When an amount, concentration, or other value or parameter is expressed as a range, preferred range, or as a range of upper preferable values and lower preferable values, this is to be understood as specifically disclosing all ranges formed from any pair of any upper range limit or preferred value and any lower range limit or preferred value, regardless of whether ranges are separately disclosed. For example, when a range of "1 to 5" is disclosed, the described range should be interpreted to include the ranges "1 to 4", "1 to 3", "1 to 2 and 4 to 5", "1 to 3 and 5", and the like. When a range of values is described herein, unless otherwise stated, the range is intended to include the endpoints thereof and all integers and fractions within the range.

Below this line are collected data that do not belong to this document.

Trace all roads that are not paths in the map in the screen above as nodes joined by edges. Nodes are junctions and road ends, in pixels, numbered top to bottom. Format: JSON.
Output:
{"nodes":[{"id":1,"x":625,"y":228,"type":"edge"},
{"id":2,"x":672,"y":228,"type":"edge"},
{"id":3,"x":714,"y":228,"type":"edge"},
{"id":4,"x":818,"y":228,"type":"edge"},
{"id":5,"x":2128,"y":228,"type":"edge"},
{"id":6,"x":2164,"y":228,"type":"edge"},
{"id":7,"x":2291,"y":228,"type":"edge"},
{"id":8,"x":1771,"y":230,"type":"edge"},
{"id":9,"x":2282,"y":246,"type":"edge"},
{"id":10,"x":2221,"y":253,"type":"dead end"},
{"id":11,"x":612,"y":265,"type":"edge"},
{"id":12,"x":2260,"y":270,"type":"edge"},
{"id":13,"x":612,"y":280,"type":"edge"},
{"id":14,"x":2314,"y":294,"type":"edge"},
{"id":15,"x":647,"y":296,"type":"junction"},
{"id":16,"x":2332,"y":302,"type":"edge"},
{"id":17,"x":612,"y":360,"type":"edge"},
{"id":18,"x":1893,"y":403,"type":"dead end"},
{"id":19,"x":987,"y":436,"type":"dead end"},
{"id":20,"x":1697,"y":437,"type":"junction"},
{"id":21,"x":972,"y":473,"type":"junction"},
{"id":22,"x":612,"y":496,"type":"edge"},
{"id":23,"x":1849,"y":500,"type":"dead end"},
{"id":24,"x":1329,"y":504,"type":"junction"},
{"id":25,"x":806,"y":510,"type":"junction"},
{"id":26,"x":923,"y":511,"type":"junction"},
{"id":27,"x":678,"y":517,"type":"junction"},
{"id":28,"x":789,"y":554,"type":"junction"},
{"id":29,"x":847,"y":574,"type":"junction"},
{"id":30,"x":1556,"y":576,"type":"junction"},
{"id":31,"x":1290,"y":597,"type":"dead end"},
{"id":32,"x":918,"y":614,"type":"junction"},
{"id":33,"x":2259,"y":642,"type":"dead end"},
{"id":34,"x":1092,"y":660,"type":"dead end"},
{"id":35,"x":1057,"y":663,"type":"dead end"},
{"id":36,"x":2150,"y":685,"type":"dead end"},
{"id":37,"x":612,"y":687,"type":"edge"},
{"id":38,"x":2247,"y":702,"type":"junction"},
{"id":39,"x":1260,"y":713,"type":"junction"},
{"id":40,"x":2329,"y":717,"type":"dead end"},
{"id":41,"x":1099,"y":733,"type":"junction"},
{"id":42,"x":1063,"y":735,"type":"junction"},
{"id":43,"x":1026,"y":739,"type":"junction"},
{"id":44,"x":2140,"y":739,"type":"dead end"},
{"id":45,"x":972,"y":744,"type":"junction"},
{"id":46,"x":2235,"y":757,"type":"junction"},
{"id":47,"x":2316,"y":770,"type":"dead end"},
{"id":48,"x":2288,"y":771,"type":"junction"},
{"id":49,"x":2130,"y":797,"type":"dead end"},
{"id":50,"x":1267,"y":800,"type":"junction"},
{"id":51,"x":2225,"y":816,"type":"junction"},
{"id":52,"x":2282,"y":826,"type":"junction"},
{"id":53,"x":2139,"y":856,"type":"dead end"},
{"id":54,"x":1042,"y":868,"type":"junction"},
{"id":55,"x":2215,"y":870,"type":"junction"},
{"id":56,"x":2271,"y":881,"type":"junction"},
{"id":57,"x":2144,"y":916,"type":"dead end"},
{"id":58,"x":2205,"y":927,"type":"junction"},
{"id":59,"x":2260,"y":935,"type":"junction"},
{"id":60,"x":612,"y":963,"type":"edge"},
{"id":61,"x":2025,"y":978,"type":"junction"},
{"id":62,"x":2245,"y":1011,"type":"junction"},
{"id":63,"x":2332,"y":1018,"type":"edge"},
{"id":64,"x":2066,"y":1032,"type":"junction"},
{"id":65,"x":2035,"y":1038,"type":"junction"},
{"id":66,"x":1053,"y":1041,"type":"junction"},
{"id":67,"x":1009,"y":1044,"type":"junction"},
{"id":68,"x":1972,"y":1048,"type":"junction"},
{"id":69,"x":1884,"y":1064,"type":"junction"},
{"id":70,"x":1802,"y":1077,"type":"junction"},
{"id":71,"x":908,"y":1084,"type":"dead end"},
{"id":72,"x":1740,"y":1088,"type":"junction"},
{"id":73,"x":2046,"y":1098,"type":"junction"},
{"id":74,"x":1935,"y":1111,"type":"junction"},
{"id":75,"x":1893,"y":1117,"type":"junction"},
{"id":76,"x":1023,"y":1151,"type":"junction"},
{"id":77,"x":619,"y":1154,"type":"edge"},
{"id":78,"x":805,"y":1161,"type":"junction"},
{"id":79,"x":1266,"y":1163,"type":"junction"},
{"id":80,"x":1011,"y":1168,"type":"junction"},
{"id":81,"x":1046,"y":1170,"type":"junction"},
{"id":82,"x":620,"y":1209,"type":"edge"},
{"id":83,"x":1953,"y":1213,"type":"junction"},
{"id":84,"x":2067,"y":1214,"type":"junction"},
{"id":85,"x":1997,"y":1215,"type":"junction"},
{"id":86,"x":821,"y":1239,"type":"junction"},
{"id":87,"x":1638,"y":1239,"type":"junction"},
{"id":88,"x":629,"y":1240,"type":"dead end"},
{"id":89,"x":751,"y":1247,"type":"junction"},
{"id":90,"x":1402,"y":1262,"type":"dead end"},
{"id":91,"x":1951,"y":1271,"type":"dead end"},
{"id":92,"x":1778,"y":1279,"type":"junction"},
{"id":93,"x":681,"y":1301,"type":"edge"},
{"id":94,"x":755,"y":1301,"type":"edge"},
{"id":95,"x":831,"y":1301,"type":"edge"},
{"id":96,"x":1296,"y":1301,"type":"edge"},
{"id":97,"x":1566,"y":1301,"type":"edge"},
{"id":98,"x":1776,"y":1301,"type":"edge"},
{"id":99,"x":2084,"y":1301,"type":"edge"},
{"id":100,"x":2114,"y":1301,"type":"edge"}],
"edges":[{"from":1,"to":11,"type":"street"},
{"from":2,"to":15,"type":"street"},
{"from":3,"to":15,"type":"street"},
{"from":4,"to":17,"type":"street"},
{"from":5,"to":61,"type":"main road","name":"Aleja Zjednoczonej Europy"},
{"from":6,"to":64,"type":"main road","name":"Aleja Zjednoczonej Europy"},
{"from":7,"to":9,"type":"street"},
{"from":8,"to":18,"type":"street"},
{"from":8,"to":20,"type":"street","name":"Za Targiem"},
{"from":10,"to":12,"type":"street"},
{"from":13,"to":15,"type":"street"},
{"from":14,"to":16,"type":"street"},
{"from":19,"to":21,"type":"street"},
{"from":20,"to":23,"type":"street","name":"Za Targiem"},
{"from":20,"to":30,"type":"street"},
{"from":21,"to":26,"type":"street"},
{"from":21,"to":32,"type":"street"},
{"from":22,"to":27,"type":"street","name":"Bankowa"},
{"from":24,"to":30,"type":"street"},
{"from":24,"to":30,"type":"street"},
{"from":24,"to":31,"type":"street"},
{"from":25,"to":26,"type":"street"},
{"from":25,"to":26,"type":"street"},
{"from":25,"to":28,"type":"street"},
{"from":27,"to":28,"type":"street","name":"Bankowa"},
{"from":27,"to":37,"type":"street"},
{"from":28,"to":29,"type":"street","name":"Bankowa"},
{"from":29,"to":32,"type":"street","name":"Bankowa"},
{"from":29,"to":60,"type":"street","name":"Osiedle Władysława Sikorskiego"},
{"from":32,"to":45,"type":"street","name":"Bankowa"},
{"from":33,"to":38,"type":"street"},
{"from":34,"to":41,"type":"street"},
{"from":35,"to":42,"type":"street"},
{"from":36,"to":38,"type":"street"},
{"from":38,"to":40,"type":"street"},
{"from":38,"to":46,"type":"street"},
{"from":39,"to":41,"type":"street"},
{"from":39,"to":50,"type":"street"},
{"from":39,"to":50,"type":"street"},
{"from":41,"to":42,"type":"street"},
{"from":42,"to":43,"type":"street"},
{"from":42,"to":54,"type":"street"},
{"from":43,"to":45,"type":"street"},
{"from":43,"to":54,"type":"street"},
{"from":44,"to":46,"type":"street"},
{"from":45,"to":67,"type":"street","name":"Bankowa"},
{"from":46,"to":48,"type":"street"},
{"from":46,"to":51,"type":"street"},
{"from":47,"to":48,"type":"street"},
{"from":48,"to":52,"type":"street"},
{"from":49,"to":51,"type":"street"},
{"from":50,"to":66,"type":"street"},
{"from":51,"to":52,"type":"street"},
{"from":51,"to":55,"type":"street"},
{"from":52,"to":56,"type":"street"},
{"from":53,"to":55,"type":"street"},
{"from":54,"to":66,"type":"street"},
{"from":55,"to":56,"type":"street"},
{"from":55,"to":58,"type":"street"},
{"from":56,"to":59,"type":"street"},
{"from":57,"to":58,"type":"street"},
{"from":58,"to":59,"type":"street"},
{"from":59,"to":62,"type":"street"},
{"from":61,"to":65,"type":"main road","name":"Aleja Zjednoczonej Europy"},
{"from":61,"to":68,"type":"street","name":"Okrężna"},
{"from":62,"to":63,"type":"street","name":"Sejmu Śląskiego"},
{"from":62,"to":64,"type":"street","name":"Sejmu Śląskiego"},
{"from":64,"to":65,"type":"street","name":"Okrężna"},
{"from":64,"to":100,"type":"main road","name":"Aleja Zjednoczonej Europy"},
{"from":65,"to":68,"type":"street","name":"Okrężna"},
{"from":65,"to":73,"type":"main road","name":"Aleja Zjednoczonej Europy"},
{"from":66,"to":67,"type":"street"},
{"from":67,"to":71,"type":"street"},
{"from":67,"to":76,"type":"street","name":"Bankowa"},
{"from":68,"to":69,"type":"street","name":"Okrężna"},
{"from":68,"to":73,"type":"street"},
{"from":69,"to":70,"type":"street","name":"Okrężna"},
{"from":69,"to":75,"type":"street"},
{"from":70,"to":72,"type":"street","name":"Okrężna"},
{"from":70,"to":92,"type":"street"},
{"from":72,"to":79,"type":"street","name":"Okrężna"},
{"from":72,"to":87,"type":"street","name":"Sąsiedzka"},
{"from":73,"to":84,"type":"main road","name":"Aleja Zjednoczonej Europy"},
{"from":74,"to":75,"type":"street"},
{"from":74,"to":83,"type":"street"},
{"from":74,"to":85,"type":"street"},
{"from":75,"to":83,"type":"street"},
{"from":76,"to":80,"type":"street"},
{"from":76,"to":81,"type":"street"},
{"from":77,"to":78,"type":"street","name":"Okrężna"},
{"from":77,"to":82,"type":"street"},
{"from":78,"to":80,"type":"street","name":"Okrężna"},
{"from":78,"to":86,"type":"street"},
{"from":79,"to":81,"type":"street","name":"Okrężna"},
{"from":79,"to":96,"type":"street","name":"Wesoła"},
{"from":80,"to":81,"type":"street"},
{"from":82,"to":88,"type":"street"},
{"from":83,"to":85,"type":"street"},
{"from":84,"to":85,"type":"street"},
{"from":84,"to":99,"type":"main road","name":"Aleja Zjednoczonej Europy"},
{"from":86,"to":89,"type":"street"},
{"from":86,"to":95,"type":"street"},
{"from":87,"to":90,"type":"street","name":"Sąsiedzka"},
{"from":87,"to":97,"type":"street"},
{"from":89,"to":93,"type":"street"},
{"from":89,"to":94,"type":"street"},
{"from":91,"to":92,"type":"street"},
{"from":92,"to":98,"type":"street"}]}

The singular forms "a", "an" and "the" include plural referents unless the context clearly dictates otherwise. "optional" or "any" means that the subsequently described event or events may or may not occur, and that the description includes instances where the event occurs and instances where it does not.
Approximating language, as used herein throughout the specification and claims, is intended to modify a quantity, such that the invention is not limited to the specific quantity, but includes portions that are literally received for modification without substantial change in the basic function to which the invention is related. Accordingly, the use of "about" to modify a numerical value means that the invention is not limited to the precise value. In some instances, the approximating language may correspond to the precision of an instrument for measuring the value. In the present description and claims, range limitations may be combined and/or interchanged, including all sub-ranges contained therein if not otherwise stated.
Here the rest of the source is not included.